Marie Claire Ross

Personal information
- National team: Canada
- Born: 1975 or 1976 (age 50–51) London, Ontario, Canada
- Education: Ryerson Polytechnic Institute

Sport
- Country: Canada
- Sport: Para-swimming
- Disability: Visual impairment
- Disability class: B3

Medal record
Women's Para-swimming
| Event | 1st | 2nd | 3rd |
| Paralympic Games | 2 | 2 | 6 |
| IPC World Championships | 0 | 1 | 1 |
| Total | 2 | 3 | 7 |
Representing Canada
Paralympic Games
| Gold medal – first place | 1996 Atlanta | 100 m breaststroke B3 |
| Gold medal – first place | 1996 Atlanta | 200 m medley B3 |
| Silver medal – second place | 1992 Barcelona | Women's 100 m Breaststroke B3 |
| Silver medal – second place | 1996 Atlanta | Women's 100 m Backstroke B3 |
| Bronze medal – third place | 1992 Barcelona | Women's 50 m Freestyle B3 |
| Bronze medal – third place | 1992 Barcelona | Women's 4x100 m Freestyle B1-3 |
| Bronze medal – third place | 1992 Barcelona | Women's 4x100 m Medley B1-3 |
| Bronze medal – third place | 1996 Atlanta | Women's 50 m Freestyle B3 |
| Bronze medal – third place | 1996 Atlanta | Women's 100 m Butterfly B3 |
| Bronze medal – third place | 1996 Atlanta | Women's 100 m Freestyle B3 |
IPC World Swimming Championships
| Silver medal – second place | 1994 Valletta | Women's 200 m medley B3 |
| Bronze medal – third place | 1994 Valletta | Women's 100 m Butterfly B1-3 |

= Marie Claire Ross =

Canadian paralympic swimmer (born 1997)

Marie Claire Ross (born 1975 or 1976) is a Canadian B3 classified para-swimmer who has a visual impairment and competed in the Paralympic Games and the IPC World Swimming Championships. She began swimming at the age of 14 and joined a swimming club in her home town of London, Ontario.
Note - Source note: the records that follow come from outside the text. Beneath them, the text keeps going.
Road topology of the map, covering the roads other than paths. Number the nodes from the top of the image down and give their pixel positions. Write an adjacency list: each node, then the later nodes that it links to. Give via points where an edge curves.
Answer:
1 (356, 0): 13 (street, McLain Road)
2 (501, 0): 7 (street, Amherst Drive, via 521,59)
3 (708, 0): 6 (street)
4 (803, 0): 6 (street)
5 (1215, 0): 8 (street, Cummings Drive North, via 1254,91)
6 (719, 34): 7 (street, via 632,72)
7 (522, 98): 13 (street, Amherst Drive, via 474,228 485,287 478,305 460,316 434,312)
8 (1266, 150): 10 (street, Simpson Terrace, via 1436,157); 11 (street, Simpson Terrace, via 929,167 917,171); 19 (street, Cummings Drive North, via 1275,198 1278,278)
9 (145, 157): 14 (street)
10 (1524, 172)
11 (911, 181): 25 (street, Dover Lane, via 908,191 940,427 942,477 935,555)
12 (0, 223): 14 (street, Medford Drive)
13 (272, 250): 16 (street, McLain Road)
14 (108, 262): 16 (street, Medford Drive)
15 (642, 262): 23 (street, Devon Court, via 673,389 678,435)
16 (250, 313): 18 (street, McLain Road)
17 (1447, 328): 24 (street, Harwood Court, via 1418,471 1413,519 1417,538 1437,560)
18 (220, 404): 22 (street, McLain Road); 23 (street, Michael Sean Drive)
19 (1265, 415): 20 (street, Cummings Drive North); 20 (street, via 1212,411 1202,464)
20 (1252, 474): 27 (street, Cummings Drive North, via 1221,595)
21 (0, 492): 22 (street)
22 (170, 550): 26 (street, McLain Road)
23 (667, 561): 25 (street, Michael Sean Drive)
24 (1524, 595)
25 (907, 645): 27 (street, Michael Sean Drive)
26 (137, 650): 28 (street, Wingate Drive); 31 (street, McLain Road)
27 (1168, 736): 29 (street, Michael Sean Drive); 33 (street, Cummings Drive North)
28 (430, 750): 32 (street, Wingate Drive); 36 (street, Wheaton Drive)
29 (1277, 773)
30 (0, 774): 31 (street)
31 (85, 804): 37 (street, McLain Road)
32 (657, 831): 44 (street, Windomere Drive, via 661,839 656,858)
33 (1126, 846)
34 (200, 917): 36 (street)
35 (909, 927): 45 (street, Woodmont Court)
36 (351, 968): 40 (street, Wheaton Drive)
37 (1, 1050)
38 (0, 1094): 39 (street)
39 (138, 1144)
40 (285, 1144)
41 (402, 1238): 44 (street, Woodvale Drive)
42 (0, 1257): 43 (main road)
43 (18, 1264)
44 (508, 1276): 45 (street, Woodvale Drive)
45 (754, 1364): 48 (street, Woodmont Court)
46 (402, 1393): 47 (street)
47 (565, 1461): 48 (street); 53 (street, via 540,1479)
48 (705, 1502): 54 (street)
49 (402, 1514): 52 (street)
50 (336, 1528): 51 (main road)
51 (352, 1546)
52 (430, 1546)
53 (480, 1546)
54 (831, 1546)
Ross won four medals: one silver and three bronze medals in the 1992 Summer Paralympics in Barcelona. She earned six more medals with three bronze medals, two gold medals and one silver medal in the 1996 Summer Paralympics at Atlanta. Ross has also won a silver medal and a bronze medal at the 1994 IPC World Swimming Championships in Valletta.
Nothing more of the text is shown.